Problem:
From the entries that follow, list every line in which the string "Burgandy" appears.

Data under study:
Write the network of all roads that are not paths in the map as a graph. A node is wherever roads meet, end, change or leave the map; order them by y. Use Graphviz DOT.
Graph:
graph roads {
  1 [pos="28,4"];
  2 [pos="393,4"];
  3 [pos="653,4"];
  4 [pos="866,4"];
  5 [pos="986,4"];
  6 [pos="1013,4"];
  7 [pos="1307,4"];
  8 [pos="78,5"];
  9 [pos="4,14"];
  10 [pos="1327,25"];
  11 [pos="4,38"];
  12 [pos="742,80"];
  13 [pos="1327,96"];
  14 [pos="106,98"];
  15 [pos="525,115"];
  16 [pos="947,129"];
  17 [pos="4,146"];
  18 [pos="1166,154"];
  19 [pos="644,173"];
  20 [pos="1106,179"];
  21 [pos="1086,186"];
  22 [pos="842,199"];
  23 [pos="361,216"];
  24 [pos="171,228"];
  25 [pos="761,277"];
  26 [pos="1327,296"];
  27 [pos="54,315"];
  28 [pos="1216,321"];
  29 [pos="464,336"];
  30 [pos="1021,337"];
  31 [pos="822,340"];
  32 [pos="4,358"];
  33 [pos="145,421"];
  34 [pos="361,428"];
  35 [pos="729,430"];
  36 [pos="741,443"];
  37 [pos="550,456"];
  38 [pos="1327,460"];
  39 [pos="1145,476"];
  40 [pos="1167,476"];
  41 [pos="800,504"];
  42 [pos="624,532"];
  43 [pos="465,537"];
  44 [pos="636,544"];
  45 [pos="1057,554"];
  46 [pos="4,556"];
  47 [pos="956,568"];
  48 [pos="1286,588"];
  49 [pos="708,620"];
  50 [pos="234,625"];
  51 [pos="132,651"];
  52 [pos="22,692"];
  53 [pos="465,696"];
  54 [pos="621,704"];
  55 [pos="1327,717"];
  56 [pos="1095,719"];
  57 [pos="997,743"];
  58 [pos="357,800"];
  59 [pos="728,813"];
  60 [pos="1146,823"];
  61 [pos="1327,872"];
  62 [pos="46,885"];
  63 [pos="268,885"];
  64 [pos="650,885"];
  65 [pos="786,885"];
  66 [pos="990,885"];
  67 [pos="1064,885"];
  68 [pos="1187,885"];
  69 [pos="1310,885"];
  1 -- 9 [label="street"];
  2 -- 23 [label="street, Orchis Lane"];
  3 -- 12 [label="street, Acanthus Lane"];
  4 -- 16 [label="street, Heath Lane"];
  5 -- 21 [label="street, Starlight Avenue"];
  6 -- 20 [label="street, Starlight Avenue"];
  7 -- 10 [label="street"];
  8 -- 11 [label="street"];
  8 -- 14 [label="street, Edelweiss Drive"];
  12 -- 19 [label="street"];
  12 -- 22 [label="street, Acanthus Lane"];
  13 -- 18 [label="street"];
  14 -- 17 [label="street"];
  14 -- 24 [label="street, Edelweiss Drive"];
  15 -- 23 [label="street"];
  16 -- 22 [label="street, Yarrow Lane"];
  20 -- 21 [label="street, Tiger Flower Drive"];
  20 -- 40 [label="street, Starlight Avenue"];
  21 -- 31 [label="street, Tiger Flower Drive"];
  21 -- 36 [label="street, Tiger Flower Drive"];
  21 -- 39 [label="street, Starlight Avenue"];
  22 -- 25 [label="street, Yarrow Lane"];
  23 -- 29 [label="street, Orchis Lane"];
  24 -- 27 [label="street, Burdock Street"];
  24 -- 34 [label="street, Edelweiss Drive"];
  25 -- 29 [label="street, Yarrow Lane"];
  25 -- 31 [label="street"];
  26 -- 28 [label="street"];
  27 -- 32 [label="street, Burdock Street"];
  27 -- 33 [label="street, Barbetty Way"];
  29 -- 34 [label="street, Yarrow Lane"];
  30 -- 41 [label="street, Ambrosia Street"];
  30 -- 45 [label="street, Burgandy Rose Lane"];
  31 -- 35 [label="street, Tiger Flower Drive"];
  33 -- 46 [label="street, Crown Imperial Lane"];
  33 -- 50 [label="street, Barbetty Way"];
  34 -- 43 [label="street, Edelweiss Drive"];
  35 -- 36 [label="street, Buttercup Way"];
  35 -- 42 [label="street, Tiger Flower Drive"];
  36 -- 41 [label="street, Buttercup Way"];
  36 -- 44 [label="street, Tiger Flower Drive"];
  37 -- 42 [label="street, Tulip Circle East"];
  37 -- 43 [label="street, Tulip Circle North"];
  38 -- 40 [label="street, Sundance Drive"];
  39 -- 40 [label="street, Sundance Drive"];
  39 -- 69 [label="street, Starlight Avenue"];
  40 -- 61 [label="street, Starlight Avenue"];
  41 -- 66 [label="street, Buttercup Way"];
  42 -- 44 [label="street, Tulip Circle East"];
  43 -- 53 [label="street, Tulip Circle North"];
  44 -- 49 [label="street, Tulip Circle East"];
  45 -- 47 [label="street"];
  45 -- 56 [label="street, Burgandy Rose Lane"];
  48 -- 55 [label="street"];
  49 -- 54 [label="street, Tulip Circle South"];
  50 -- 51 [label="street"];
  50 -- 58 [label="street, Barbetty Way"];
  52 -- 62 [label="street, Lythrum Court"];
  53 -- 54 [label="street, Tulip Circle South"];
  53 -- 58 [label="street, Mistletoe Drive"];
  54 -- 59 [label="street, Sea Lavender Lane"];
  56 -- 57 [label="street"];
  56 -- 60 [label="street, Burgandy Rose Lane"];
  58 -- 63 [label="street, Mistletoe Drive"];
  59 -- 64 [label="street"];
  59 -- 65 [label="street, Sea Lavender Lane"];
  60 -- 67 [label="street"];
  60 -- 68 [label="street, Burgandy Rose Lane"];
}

Solution for this exercise:
  30 -- 45 [label="street, Burgandy Rose Lane"];
  45 -- 56 [label="street, Burgandy Rose Lane"];
  56 -- 60 [label="street, Burgandy Rose Lane"];
  60 -- 68 [label="street, Burgandy Rose Lane"];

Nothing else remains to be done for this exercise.